Goal of the exercise = Whenever the word "Baru" turns up in a line below, that line should be copied.

Data to use =
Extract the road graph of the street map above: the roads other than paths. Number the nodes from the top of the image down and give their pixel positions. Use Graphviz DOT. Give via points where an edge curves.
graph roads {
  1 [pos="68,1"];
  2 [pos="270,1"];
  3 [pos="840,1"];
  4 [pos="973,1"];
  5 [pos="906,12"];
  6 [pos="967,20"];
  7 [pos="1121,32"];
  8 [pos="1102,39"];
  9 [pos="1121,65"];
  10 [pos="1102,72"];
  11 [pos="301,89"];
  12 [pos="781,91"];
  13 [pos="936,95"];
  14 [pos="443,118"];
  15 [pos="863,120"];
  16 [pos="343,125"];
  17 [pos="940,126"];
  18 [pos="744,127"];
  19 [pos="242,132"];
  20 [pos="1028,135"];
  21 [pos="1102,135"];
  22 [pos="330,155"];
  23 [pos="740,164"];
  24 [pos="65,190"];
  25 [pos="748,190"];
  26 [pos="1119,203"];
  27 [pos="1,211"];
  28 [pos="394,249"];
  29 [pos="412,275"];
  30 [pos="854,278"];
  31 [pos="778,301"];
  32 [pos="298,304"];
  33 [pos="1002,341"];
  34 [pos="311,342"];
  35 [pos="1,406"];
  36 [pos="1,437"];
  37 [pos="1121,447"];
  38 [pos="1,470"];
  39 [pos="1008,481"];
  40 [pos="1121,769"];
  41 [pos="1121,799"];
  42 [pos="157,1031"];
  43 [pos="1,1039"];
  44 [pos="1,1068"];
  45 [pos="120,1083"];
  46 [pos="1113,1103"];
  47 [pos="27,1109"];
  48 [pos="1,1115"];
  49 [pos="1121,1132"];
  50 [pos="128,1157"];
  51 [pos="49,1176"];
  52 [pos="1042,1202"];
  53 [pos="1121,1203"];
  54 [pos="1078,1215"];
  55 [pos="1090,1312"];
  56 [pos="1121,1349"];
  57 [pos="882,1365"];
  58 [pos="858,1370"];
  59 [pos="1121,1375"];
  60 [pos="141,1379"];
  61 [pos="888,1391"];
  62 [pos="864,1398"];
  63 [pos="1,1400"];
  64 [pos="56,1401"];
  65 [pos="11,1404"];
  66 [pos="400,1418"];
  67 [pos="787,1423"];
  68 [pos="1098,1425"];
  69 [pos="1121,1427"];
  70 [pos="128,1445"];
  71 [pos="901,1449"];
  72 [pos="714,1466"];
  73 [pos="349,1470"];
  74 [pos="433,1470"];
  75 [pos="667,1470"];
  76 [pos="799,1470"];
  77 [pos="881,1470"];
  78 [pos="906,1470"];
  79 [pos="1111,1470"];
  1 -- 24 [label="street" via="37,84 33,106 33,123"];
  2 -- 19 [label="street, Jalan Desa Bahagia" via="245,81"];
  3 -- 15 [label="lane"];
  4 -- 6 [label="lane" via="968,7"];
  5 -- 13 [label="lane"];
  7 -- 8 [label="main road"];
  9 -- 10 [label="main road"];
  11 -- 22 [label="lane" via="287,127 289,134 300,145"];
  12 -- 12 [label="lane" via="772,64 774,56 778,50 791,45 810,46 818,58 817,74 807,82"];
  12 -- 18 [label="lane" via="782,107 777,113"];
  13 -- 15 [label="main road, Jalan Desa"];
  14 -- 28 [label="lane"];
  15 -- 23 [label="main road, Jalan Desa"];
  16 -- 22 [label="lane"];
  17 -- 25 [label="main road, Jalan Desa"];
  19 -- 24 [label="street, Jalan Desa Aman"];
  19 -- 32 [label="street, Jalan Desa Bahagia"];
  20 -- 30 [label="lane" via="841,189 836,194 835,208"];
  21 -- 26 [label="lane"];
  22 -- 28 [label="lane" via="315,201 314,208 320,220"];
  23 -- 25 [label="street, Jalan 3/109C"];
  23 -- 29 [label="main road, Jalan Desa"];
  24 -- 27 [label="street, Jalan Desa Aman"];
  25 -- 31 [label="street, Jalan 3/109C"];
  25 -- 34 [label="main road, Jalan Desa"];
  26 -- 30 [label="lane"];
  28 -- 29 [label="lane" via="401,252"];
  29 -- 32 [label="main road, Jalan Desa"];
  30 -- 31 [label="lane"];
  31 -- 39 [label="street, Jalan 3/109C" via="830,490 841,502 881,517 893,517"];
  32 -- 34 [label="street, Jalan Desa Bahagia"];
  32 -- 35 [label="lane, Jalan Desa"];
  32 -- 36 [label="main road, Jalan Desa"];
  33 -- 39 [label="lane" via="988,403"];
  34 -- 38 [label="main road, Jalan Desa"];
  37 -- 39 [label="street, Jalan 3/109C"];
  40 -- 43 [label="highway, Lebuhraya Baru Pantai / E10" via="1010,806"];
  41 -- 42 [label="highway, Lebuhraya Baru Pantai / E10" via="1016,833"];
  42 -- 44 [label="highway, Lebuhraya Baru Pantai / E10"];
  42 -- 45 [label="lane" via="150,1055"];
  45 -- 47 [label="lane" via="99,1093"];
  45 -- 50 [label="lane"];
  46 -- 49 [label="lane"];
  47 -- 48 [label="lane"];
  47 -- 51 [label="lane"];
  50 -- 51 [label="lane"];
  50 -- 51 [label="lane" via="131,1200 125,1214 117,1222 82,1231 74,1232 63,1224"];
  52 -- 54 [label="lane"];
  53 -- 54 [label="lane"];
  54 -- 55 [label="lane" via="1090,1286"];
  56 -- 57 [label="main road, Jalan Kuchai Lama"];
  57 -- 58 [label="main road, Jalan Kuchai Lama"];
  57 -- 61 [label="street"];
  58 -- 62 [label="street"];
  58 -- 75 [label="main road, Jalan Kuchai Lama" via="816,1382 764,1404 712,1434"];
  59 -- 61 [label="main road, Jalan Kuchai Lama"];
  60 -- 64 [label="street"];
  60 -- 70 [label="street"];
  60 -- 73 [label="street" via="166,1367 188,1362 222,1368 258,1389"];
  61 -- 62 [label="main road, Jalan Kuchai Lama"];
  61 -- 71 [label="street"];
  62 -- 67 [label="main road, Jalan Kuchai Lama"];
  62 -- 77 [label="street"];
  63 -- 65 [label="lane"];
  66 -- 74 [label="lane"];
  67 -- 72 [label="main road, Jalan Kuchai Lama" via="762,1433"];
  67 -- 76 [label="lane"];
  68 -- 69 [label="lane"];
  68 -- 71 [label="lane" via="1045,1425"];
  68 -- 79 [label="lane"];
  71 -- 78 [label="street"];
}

Reply to the exercise =
  40 -- 43 [label="highway, Lebuhraya Baru Pantai / E10" via="1010,806"];
  41 -- 42 [label="highway, Lebuhraya Baru Pantai / E10" via="1016,833"];
  42 -- 44 [label="highway, Lebuhraya Baru Pantai / E10"];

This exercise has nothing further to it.